About this exercise
Of all the lines in these entries, count those that contain "Fogagnolo" and give only the total.
(Beginning of Study material)
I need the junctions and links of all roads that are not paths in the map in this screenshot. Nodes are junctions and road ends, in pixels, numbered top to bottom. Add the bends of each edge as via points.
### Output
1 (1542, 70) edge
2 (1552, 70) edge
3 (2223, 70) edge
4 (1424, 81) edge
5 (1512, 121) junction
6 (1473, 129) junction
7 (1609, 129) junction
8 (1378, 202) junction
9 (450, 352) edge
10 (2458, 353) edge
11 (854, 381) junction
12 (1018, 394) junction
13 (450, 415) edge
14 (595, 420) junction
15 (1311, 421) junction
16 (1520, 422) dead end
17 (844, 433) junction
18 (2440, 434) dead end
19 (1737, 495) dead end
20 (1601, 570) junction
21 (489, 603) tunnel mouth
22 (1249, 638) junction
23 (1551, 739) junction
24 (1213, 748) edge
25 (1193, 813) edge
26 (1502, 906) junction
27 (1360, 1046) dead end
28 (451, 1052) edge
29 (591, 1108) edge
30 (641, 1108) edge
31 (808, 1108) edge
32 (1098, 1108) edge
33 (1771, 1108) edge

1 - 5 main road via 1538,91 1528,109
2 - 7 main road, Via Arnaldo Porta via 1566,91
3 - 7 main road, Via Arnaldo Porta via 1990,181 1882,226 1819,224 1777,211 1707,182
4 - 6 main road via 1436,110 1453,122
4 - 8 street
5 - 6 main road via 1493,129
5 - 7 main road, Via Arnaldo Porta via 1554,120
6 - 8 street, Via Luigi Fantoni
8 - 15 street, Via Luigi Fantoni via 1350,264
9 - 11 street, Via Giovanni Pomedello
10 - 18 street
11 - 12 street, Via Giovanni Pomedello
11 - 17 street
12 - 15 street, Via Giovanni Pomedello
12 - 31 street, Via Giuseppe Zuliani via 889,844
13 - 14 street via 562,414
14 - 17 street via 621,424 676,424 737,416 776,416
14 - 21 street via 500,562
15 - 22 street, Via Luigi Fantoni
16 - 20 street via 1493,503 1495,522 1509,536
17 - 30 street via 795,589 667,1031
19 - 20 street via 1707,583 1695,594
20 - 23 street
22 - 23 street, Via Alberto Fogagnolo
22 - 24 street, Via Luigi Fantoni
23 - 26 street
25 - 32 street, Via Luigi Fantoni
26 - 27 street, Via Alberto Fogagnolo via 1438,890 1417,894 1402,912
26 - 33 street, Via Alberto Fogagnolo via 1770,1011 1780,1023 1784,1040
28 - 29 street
(End of Study material)
Answer box
3